■ EXERCISE:
Please copy out the entries exactly, skipping any pictures.

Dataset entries

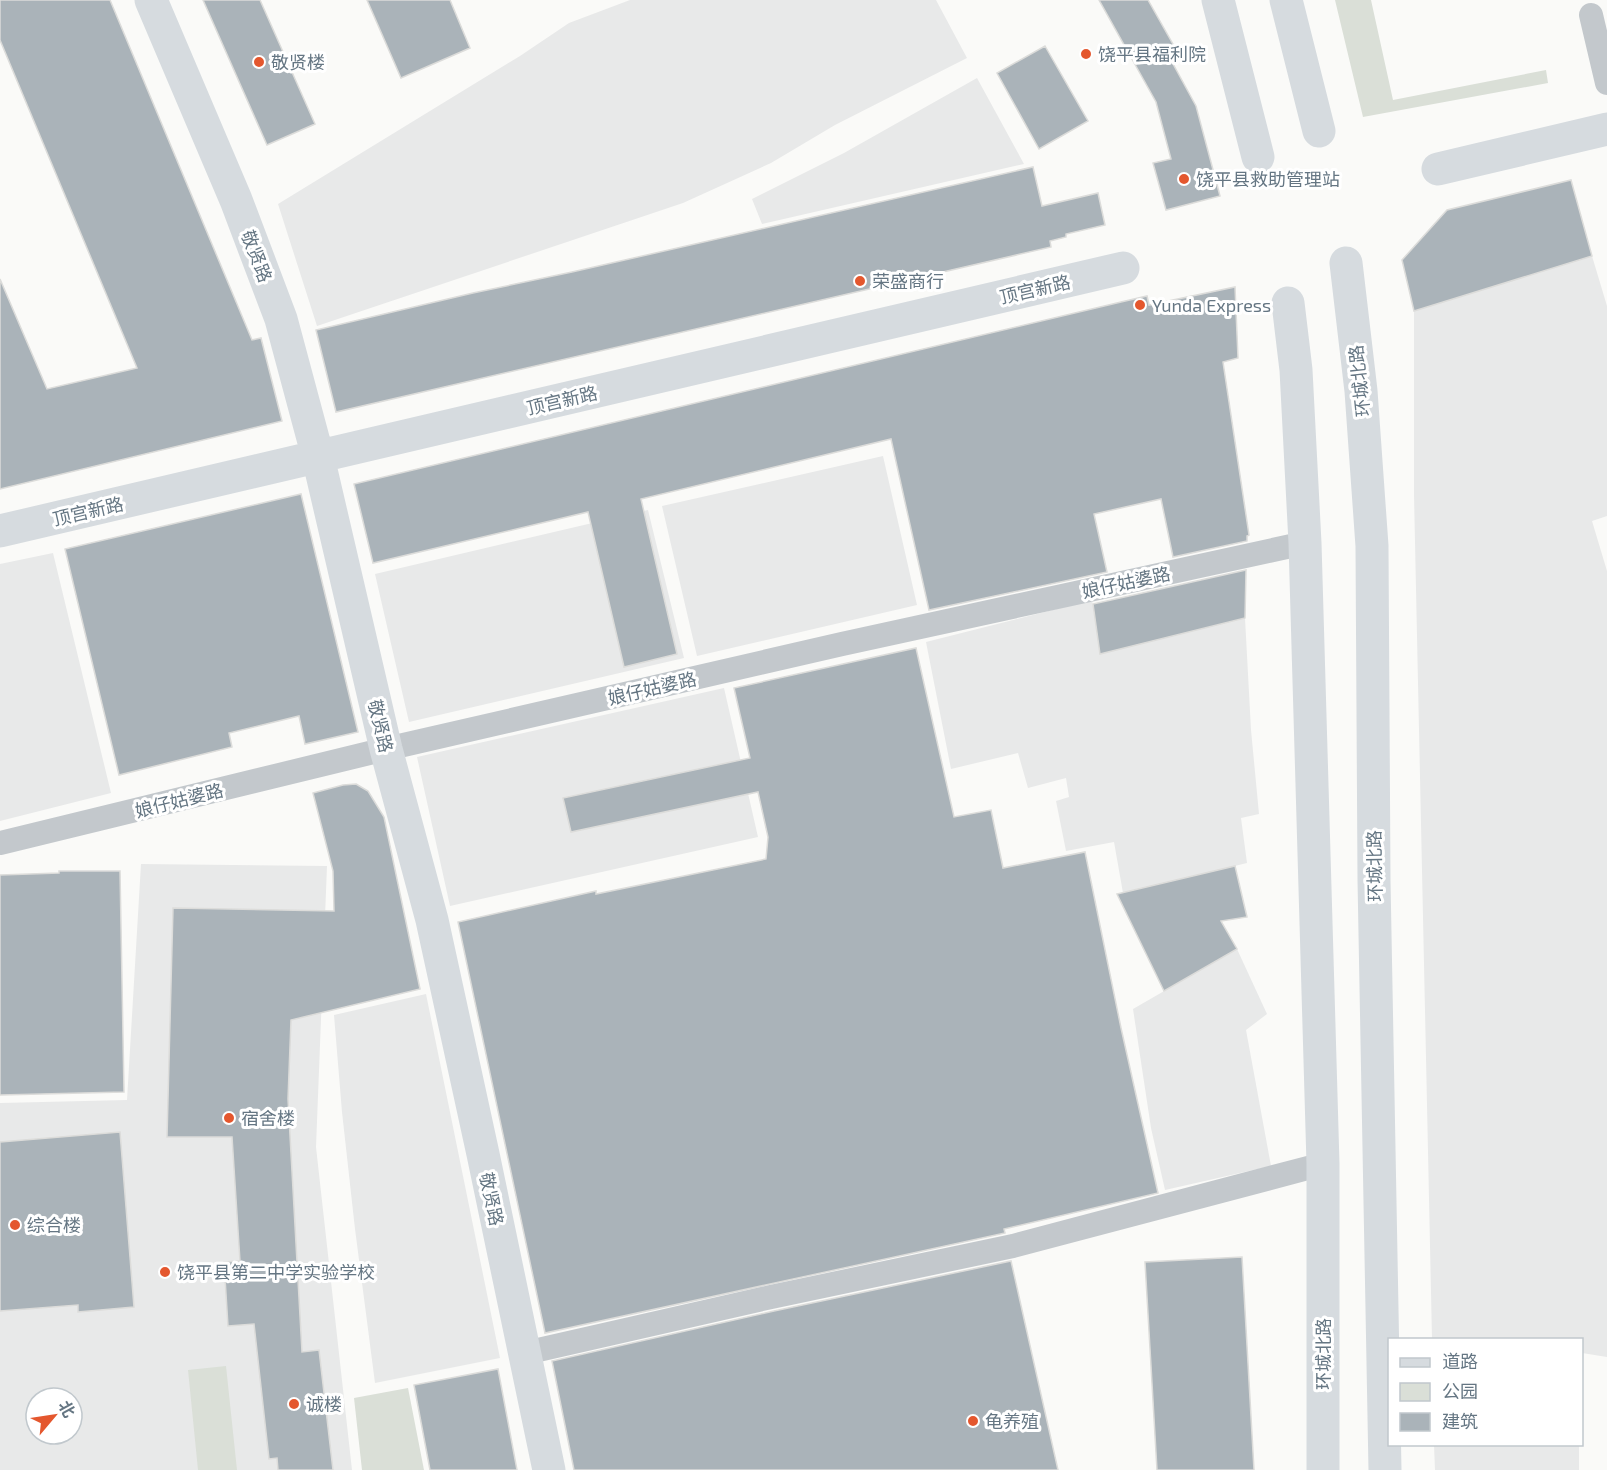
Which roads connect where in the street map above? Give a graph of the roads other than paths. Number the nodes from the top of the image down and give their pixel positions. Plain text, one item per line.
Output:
1 (151, 0) edge
2 (1218, 0) edge
3 (1286, 0) edge
4 (1591, 15) dead end
5 (1607, 83) edge
6 (1607, 129) edge
7 (1319, 130) dead end
8 (1258, 157) dead end
9 (1438, 169) dead end
10 (1346, 264) dead end
11 (1123, 268) dead end
12 (1288, 303) dead end
13 (318, 457) junction
14 (0, 531) edge
15 (1305, 543) junction
16 (386, 749) junction
17 (0, 843) edge
18 (1323, 1164) junction
19 (525, 1353) junction
20 (549, 1470) edge
21 (1323, 1470) edge
22 (1384, 1470) edge

1 - 13 main road, 敬贤路
2 - 8 main road
3 - 7 main road
4 - 5 street
6 - 9 main road
10 - 22 main road, 环城北路
11 - 13 main road, 顶宫新路
12 - 15 main road, 环城北路
13 - 14 main road, 顶宫新路
13 - 16 main road, 敬贤路
15 - 16 street, 娘仔姑婆路
15 - 18 main road, 环城北路
16 - 17 street, 娘仔姑婆路
16 - 19 main road, 敬贤路
18 - 19 street
18 - 21 main road, 环城北路
19 - 20 main road, 敬贤路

■ PROBLEM SOLUTION:
Which roads connect where in the street map above? Give a graph of the roads other than paths. Number the nodes from the top of the image down and give their pixel positions. Plain text, one item per line.
Output:
1 (151, 0) edge
2 (1218, 0) edge
3 (1286, 0) edge
4 (1591, 15) dead end
5 (1607, 83) edge
6 (1607, 129) edge
7 (1319, 130) dead end
8 (1258, 157) dead end
9 (1438, 169) dead end
10 (1346, 264) dead end
11 (1123, 268) dead end
12 (1288, 303) dead end
13 (318, 457) junction
14 (0, 531) edge
15 (1305, 543) junction
16 (386, 749) junction
17 (0, 843) edge
18 (1323, 1164) junction
19 (525, 1353) junction
20 (549, 1470) edge
21 (1323, 1470) edge
22 (1384, 1470) edge

1 - 13 main road, 敬贤路
2 - 8 main road
3 - 7 main road
4 - 5 street
6 - 9 main road
10 - 22 main road, 环城北路
11 - 13 main road, 顶宫新路
12 - 15 main road, 环城北路
13 - 14 main road, 顶宫新路
13 - 16 main road, 敬贤路
15 - 16 street, 娘仔姑婆路
15 - 18 main road, 环城北路
16 - 17 street, 娘仔姑婆路
16 - 19 main road, 敬贤路
18 - 19 street
18 - 21 main road, 环城北路
19 - 20 main road, 敬贤路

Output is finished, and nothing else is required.